Muamelât ise, hayatın tamamını kapsamaktadır.
Nitekim “din muameledir” denilmiştir. Sokakta
yürümek, alış-veriş, komşuluk ilişkileri, aile içi
iletişim, esnaf-sanatkarlık, idareci veya yönetilen
olmanın da muamelat ile ilgili boyutlarının olduğu
unutulmamalıdır. Örnek ve önder insan Hz.Muhammed
(s.a.v.)’de “Kişinin namaz ve orucu, sizi
aldatmasın. Siz onun küçük ve büyük menfaatler
karşısındaki tutumuna bakınız” uyarısıyla bu
konuya da dikkatlerimizi çekmektedir.
İnanç,
ibadet, tutum ve davranışlarımızda hata yapmamak ve
tutarlı olabilmek için, iman haline gelen
bilgilerimizin doğruluğu ve sağlamlığı
kaçınılmazdır. Çünkü bilgi, akıl vasıtasıyla,
beyinden kalbe, inanç olarak akseder. Kalpte iman
haline gelen bilgi, yine beynin onayından sonra
azalara davranış olarak yansır.
Günümüz
Müslümanlarının sıkıntılarının arka planında, imanı
hayata yansıtamamak yani amel zafiyeti yatmaktadır.

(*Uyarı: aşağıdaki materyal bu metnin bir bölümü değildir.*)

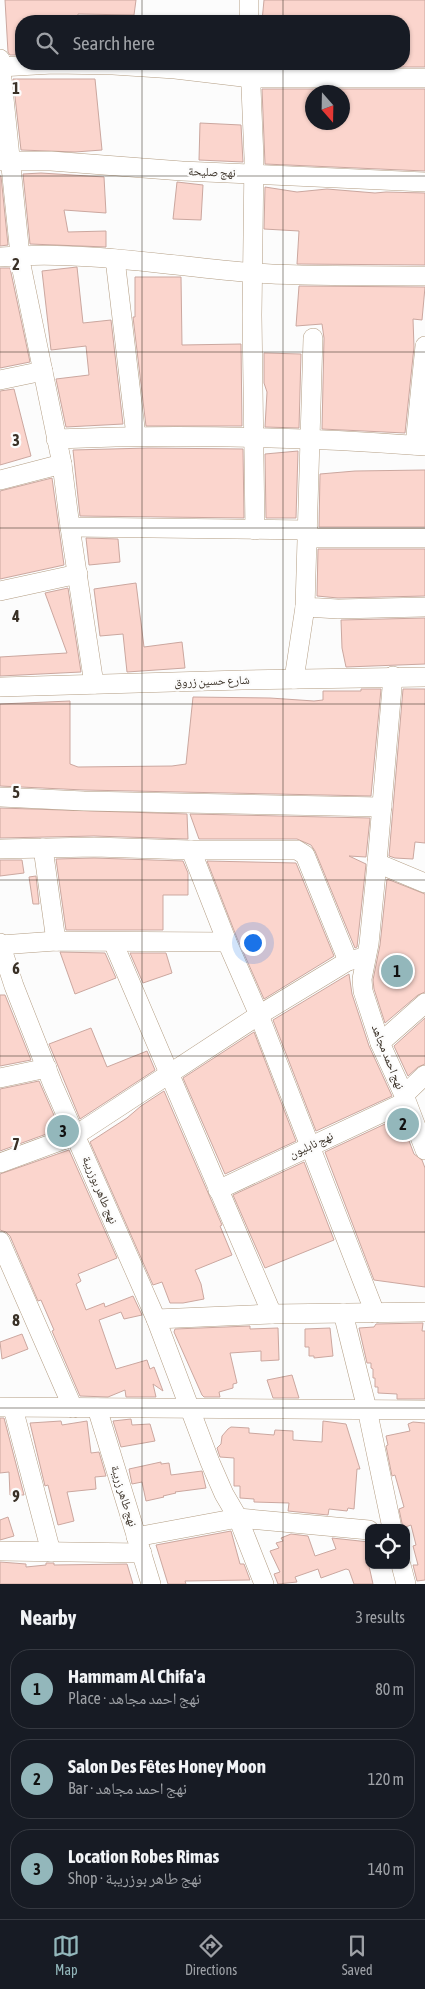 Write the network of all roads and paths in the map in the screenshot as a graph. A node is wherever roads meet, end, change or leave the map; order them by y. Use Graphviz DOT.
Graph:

Kişinin bütün hayatını şekillendirmek durumundaki
tevhit inancı, müslümanın hayatına bilgi, iman ve
davranış bütünlüğü şeklinde aksetmelidir. Yüce
kitabımızda imandan hemen sonra salih amelin
zikredilmesinin hikmeti budur. Salih amelden uzak
bir iman, kişiyi ne dünyada ve ne de ahirette huzura
kavuşturabilir. Günümüzdeki Müslümanların haline
bakmak bunu anlamamıza yardımcı olabilir.
Biz imanın
gücünü hissetsek, kulluğumuzun bütün vecibelerini
yerine getirecek, kınayanın kınamasından korkmadan,
sadece Allah’a güvenip dayanacak ve sadece O'ndan
korkacak, hakkı söylemekten, İslam’ı yaşamaktan
sonsuz bir haz duyacak, izzet ve şerefi kullukta
görecek, iğreti, aldatıcı ve geçici dünya alayişine
itibar etmeyeceğiz. Allah’ı ve onun gönderdiği
Peygamberi bütün kalbiyle kabullenmiş toplumlar,
aynı nizam ve değerlere sahip olduklarından, iman ve
ihlaslarını muhafaza ettikleri müddetçe her türlü
kötülüklerden, tefrika ve fitnelerden korunarak,
Allah Teala’nın kendilerine lütfettiği kabiliyet ve
imkanları, Allah’a kullukta ve mahlukata hizmette
kullanırlar.
Biz
inanan insanlar olarak, bu muhasebeyi yapmayacak
olursak, ancak kendimizi kandırırız. Düzelme ve
mükemmelleşme nefsimizden başlamadığı müddetçe
imkansızlaşacaktır. Hakkın taraftarı olmak, onu
hayatımızın her noktasında liyakat ve ehliyete
riayet ederek üstün tutmayı gerektirir.
Bir kurum veya
toplumda, menfaatler ve taraftarlık, adalet, ehliyet
ve liyakatten öne geçiyorsa, orada birlik ve
beraberliğe ihanet ediliyor demektir.
Allah’a ve
Rasulullah’a iman, Allah celle celaluhunun
emirlerine uymayı, nehiylerinden sakınmayı,
Peygamberimiz, efendimiz sallallahu aleyhi
vesellem’in sünnetini öğrenip yaşamayı, ahlakıyla
ahlaklanmayı gerektirir. Ancak bu değerlerle
bezenmiş Müslümanlar Allah'ın sağlam kulpuna
tutunarak, istikamet üzere devam edebilirler. Tevhit
inancının hayatımıza birlik, dirlik ve kardeşlik
olarak yansıması temennisiyle, Ramazan'ınızı
Kur'ân'ın aydınlatmasını diler, “Mümin, müminin
aynasıdır” hadisinin hayatımızı
güzelleştirmesini umarım.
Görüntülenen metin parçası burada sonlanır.